Il se peut que l'une ou l'autre des personnalités rattachées aux cercles œcuméniques nous dise : " Joignez-vous à nous : cela ne vous empêchera nullement d'observer votre sabbat ! " C'est d'ailleurs précisément ce qu'on m'a proposé lorsque j'assistais aux principales séances de l'organisation à titre d'observateur. Et il ne fait aucun doute que si nous devenions " œcuméniques ", nous pourrions continuer de garder le sabbat pendant un temps dont il est difficile de préciser la durée. Toutefois, rappelons-nous qu'il ne suffit pas d'observer le sabbat : il faut encore le prêcher, chercher à persuader les gens de la nécessité de l'adopter comme jour de repos et de culte hebdomadaires. C'est pourquoi, s'il allait envisager la présence d'une cinquième colonne au sein de l'œcuménisme, on pourrait s'attendre à ce qu'elle soit constituée par les adventistes - en supposant, bien entendu qu'ils aient renié leurs objectifs primitifs ! Or, bien que Dieu nous ait placés dans le monde pour y a accomplir certains actes téméraires, la tromperie. l'espionnage n'en font nullement partie. Mais pourquoi insister davantage ? Il est tout simplement impossible à l'Eglise adventiste de se joindre à l'organisation oecuménique. Quiconque parmi nous, ne considère pas notre isolement, notre séparation comme une nécessité et un devoir, ignore ce qu'est l'âme véritable de notre message, le génie propre de notre mouvement.

Un défi pour nous

En définitive, nous pouvons dire que l'œcuménisme actuel constitue pour nous un défi : il nous incite à considérer à nouveau - pour les aiguiser et Les consolider - nos arguments à l'appui d'une conception de l'adventisme en tant que force religieuse distincte, isolée du monde, mais à l'œuvre au milieu de lui. De nos jours, plus que jamais auparavant, il apparaît que nous devons être pleinement préparés à " rendre compte de l'espérance qui est en nous ". Si nous sommes incapables de présenter de bonnes raisons pour justifier notre attitude " séparatiste ", nous le serons d'autant plus lorsqu'il s'agira d'expliquer pourquoi nous n'embrassons pas le point de vue et les activités du mouvement oecuménique - car, tôt ou tard, dans ce cas, les ecclésiastiques rattachés à ce mouvement exigeront de nous une telle explication.

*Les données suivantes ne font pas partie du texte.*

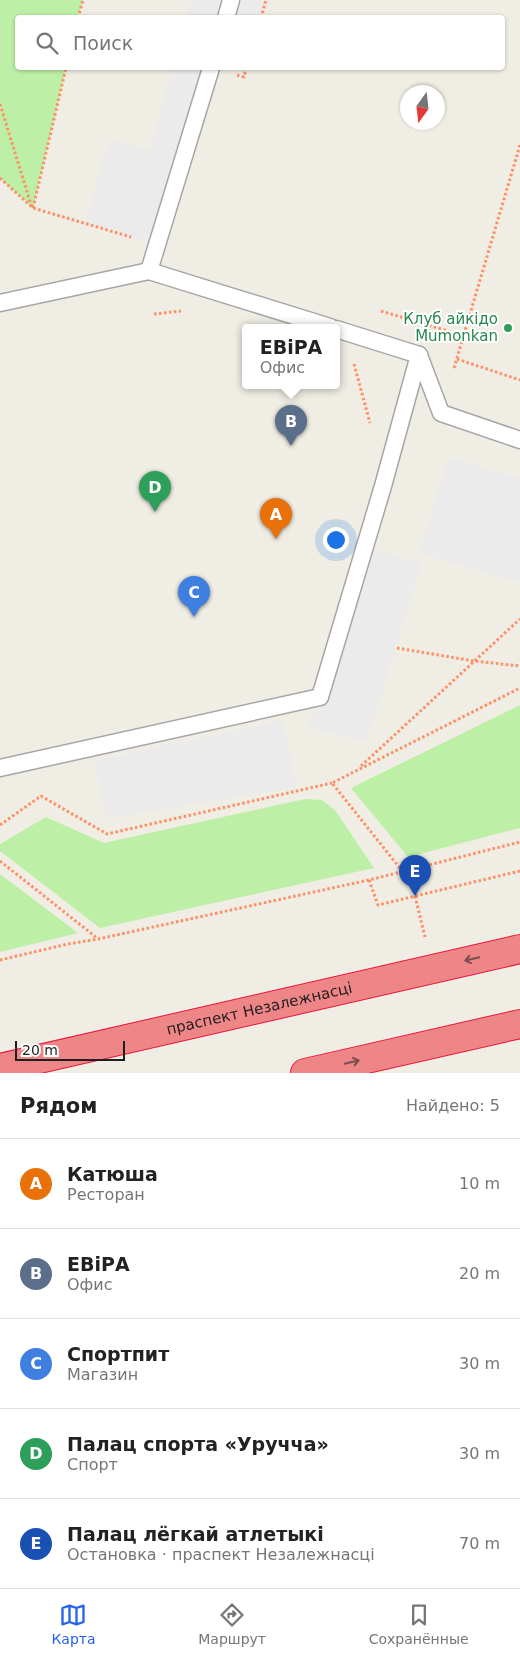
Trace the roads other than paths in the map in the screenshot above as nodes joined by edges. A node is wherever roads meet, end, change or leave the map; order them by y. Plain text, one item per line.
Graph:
1 (231, 0) edge
2 (227, 15) edge
3 (210, 70) edge
4 (149, 271) junction
5 (0, 302) edge
6 (320, 324) edge
7 (340, 330) edge
8 (418, 355) junction
9 (520, 440) edge
10 (0, 768) edge
11 (520, 948) edge
12 (520, 1024) edge
13 (0, 1068) edge
14 (305, 1073) edge

1 - 2 lane
3 - 4 lane
4 - 5 lane
4 - 6 lane
7 - 8 lane
8 - 9 lane
8 - 10 lane
11 -> 13 highway, праспект Незалежнасці
14 -> 12 highway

L'alternative est la suivante : ou Dieu, dans les derniers jours, a mis à part et distingué un peuple spécial, nanti d'un message particulier, ou il n'a rien fait de semblable. La réponse que nous apporterons à la question posée déterminera tout notre programme religieux à venir ; on peut même dire qu'elle décidera du destin ultérieur de notre mouvement. Si nous n'étions pas convaincus que Dieu s'est choisi un peuple. un " reste " (Apoc. 12 : 17), qui, en tant que mouvement organisé, est seul à lui appartenir, pourquoi nous élèverions-nous contre un appel à l'oecuménisme, à l'admission au sein d'une seule grande Eglise ?

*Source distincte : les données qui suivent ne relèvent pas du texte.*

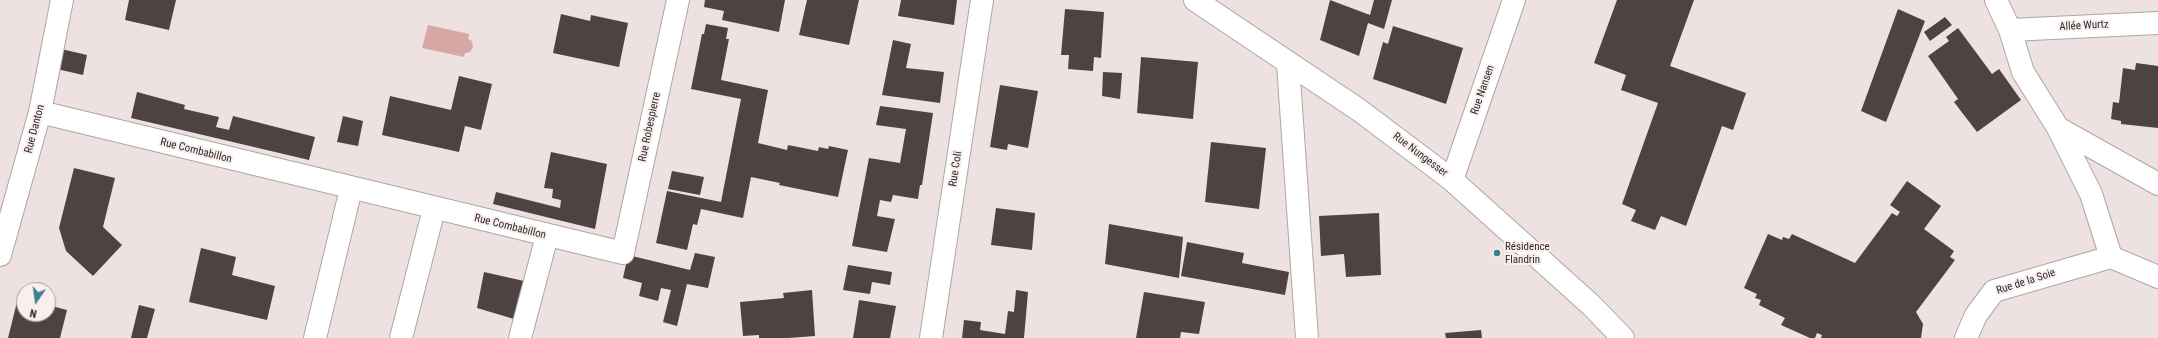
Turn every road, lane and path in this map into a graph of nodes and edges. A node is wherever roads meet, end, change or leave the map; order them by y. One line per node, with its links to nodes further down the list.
1 (62, 0): 10 (street, Rue Danton)
2 (678, 0): 17 (street, Rue Robespierre)
3 (982, 0): 24 (street, Rue Coli)
4 (1195, 0): 9 (street, Rue Nungesser)
5 (1514, 0): 12 (street, Rue Nansen)
6 (1996, 0): 8 (street)
7 (2158, 23): 8 (street, Allée Wurtz)
8 (2010, 30): 11 (street)
9 (1288, 64): 12 (street, Rue Nungesser); 25 (street)
10 (40, 112): 14 (street, Rue Combabillon); 18 (street, Rue Danton)
11 (2058, 128): 13 (street); 19 (street)
12 (1452, 180): 26 (street, Rue Nungesser)
13 (2158, 184)
14 (351, 189): 15 (street, Rue Combabillon); 21 (street)
15 (434, 209): 16 (street, Rue Combabillon); 22 (street)
16 (546, 236): 17 (street, Rue Combabillon); 23 (street)
17 (623, 253)
18 (0, 255)
19 (2111, 257): 20 (street); 27 (street, Rue de la Soie)
20 (2158, 277)
21 (315, 338)
22 (401, 338)
23 (520, 338)
24 (931, 338)
25 (1307, 338)
26 (1624, 338)
27 (1966, 338)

Enfin, notons que l'initiative oecuménique devrait nous rendre plus conscients que jamais de la signification de l'époque où nous vivons. La fin est proche. Relisons les derniers chapitres de La tragédie des siècles et imprégnons-nous une fois de plus de cette conviction ! Ce sera la réunion des grands corps religieux du monde qui rendra possible l'ultime conflit - et, dans ce conflit, nous ne pourrons sous aucun prétexte être " oecuméniques " !

Review and Herald du 18 mars 1965, p. 14-15.